A bare count is the expected answer, namely the number of lines in the records that have the word "ends".

Collected data entries
[Start of Attachment]

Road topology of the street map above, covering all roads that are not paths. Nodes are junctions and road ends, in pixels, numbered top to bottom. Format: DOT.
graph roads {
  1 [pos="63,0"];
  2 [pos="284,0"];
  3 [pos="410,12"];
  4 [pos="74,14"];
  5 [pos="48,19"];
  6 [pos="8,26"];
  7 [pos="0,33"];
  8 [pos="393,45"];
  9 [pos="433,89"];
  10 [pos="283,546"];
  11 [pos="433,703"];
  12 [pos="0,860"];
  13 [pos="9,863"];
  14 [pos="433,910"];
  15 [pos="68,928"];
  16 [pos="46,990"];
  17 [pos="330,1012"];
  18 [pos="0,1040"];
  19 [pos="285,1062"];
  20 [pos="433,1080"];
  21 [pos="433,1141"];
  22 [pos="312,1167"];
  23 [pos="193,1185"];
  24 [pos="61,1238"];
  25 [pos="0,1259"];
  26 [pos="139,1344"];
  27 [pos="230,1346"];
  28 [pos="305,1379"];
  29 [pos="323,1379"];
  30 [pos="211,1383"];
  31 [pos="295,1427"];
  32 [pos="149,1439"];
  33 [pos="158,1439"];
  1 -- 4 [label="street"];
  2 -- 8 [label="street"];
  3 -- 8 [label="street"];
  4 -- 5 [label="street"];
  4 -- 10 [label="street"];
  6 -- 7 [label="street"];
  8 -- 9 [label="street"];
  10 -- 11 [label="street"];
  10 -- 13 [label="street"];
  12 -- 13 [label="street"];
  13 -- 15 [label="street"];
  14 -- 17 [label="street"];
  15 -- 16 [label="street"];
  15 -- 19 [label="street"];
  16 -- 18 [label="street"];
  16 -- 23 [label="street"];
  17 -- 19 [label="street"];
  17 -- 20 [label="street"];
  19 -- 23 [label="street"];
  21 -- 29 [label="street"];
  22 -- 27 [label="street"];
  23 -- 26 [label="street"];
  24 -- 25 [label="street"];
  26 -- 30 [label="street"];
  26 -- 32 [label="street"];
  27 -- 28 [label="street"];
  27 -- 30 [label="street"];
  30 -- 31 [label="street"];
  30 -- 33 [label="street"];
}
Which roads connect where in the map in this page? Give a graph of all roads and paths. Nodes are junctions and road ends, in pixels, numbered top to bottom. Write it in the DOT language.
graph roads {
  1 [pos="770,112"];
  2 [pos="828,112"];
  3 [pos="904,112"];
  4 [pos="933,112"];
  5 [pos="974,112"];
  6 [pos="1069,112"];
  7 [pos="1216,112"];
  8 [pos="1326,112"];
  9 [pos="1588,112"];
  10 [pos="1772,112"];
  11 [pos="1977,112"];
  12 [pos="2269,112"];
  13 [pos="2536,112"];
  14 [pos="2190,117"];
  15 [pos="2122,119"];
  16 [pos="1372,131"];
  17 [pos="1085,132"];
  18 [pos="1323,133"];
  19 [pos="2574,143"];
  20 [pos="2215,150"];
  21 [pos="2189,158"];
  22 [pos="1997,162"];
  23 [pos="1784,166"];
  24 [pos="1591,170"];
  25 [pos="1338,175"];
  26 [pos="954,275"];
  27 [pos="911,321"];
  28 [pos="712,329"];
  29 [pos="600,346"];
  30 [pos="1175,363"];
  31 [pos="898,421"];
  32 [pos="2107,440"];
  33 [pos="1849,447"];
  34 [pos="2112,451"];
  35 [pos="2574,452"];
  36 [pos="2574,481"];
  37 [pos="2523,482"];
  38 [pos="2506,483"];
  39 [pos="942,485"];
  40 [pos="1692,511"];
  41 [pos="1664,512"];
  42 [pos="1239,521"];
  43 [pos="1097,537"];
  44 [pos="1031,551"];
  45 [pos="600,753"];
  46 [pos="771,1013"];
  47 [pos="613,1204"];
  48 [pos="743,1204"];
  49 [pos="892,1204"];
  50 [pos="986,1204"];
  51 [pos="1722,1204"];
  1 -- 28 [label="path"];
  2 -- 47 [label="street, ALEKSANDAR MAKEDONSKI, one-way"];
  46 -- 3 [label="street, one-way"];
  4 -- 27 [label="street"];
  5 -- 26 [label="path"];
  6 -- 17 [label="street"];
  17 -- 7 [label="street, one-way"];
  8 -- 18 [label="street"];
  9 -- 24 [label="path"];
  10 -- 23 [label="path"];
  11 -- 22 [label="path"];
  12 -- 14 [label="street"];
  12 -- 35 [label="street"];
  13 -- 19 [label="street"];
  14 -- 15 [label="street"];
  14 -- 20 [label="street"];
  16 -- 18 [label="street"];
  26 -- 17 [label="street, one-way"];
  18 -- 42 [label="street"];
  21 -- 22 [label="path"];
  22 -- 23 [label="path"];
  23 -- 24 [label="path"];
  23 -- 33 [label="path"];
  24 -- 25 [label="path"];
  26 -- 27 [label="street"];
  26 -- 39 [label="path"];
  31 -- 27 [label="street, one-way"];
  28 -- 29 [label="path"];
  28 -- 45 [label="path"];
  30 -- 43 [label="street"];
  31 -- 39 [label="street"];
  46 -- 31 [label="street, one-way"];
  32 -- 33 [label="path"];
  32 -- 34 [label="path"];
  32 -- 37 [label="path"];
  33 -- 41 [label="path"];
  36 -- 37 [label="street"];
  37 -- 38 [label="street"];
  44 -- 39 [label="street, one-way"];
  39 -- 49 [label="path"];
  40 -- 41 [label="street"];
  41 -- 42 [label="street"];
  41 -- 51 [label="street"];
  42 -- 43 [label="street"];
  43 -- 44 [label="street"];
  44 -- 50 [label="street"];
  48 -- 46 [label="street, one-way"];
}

[End of Attachment]

## SOLVED PROBLEM
2